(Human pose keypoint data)

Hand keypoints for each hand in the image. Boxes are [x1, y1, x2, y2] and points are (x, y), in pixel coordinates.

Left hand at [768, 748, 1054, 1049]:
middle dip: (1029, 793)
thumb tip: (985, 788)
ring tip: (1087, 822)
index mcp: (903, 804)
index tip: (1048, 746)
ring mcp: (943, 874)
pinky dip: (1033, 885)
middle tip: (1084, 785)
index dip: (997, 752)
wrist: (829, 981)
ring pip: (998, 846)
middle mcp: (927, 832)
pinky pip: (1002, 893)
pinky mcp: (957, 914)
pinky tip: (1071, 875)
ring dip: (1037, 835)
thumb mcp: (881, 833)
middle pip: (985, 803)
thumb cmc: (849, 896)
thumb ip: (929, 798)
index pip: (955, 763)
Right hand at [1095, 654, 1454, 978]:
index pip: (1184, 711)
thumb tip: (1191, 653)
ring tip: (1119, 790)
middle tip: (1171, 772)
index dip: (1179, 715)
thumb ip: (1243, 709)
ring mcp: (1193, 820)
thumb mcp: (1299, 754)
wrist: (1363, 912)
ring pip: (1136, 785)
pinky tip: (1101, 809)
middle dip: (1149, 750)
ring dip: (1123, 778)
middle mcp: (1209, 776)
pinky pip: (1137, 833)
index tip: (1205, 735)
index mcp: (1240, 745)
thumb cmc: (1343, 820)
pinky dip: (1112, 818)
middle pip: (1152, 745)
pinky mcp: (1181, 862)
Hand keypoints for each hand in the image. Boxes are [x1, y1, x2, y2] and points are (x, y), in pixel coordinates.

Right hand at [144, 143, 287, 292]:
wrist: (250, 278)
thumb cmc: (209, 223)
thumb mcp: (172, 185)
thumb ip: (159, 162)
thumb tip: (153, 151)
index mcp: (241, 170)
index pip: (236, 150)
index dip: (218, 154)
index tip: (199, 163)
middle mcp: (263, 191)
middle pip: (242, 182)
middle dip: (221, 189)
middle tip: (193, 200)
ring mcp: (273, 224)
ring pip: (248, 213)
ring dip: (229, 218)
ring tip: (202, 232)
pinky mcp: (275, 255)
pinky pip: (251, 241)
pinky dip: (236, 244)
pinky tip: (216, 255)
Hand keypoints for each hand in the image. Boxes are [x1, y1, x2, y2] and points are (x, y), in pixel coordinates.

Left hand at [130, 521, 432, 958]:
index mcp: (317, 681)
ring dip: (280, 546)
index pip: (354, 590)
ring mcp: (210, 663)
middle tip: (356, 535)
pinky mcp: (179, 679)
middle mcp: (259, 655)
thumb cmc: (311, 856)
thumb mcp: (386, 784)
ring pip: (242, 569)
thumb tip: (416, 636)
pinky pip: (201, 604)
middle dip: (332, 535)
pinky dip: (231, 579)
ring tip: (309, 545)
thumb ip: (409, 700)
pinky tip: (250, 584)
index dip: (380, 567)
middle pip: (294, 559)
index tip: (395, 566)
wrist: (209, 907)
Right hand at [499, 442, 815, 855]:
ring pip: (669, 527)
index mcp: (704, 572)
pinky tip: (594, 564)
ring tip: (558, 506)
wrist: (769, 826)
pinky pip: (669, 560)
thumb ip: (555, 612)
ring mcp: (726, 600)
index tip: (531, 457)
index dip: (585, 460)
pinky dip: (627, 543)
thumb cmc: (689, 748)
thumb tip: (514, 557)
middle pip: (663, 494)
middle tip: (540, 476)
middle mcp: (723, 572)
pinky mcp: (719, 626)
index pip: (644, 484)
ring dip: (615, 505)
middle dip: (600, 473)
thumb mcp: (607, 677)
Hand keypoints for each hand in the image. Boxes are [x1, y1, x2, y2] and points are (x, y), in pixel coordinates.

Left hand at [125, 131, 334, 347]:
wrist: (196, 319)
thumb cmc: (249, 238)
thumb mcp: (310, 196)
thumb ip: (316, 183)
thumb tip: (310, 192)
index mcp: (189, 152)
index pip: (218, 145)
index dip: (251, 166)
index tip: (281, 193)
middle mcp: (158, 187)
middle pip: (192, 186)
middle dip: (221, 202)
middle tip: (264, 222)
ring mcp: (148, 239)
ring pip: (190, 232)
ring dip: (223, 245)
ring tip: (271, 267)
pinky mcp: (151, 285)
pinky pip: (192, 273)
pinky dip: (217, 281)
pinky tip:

### Exercise description
Would you output, from the records above, exactly the run of lines that starts at the line containing "ring pip: (669, 527)" and ends at the line containing "middle dip: (221, 202)", and only that run?

### Response to this task
ring pip: (669, 527)
index mcp: (704, 572)
pinky tip: (594, 564)
ring tip: (558, 506)
wrist: (769, 826)
pinky pip: (669, 560)
thumb ip: (555, 612)
ring mcp: (726, 600)
index tip: (531, 457)
index dip: (585, 460)
pinky dip: (627, 543)
thumb cmc: (689, 748)
thumb tip: (514, 557)
middle pip: (663, 494)
middle tip: (540, 476)
middle mcp: (723, 572)
pinky mcp: (719, 626)
index pip: (644, 484)
ring dip: (615, 505)
middle dip: (600, 473)
thumb mcp: (607, 677)
Hand keypoints for each hand in the image. Boxes are [x1, y1, x2, y2] and points are (x, y), in pixel coordinates.

Left hand at [125, 131, 334, 347]:
wrist: (196, 319)
thumb cmc: (249, 238)
thumb mcp: (310, 196)
thumb ip: (316, 183)
thumb tip: (310, 192)
index mcp: (189, 152)
index pip: (218, 145)
index dip: (251, 166)
index tip: (281, 193)
middle mcp: (158, 187)
middle pip: (192, 186)
middle dip: (221, 202)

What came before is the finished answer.